[Items from a dataset]
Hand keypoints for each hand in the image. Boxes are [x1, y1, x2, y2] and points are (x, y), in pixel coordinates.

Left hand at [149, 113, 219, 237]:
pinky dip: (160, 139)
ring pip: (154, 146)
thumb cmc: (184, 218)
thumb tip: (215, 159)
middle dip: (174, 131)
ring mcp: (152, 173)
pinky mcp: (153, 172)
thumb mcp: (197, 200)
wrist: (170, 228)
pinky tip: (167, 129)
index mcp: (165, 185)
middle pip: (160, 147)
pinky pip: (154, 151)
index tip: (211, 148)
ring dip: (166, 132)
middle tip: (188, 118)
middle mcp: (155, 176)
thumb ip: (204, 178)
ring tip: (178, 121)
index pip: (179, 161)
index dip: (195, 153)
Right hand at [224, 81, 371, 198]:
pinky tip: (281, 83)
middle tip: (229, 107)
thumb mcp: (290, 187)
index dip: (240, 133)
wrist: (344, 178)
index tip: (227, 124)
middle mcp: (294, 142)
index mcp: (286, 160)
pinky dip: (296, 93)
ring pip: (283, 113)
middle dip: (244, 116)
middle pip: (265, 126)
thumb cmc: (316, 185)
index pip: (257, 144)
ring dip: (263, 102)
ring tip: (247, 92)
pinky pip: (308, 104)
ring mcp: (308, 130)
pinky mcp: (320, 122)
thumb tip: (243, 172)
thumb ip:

PROBLEM STATEMENT:
Every line above is to be transcribed exactly.

PROBLEM SOLUTION:
Hand keypoints for each hand in the image. Boxes are [x1, y1, x2, y2] and points are (x, y), in pixel coordinates.

Left hand at [149, 113, 219, 237]:
pinky dip: (160, 139)
ring pip: (154, 146)
thumb cmc: (184, 218)
thumb tip: (215, 159)
middle dip: (174, 131)
ring mcp: (152, 173)
pinky mcp: (153, 172)
thumb mcp: (197, 200)
wrist: (170, 228)
pinky tip: (167, 129)
index mcp: (165, 185)
middle pip: (160, 147)
pinky pip: (154, 151)
index tip: (211, 148)
ring dip: (166, 132)
middle tip: (188, 118)
middle mcp: (155, 176)
thumb ip: (204, 178)
ring tip: (178, 121)
index pip: (179, 161)
index dip: (195, 153)
Right hand at [224, 81, 371, 198]:
pinky tip: (281, 83)
middle tip: (229, 107)
thumb mcp: (290, 187)
index dip: (240, 133)
wrist: (344, 178)
index tip: (227, 124)
middle mcp: (294, 142)
index mcp: (286, 160)
pinky dip: (296, 93)
ring pip: (283, 113)
middle dip: (244, 116)
middle pip: (265, 126)
thumb cmc: (316, 185)
index pip: (257, 144)
ring dip: (263, 102)
ring tip: (247, 92)
pinky pip: (308, 104)
ring mcp: (308, 130)
pinky mcp: (320, 122)
thumb tip: (243, 172)
thumb ip:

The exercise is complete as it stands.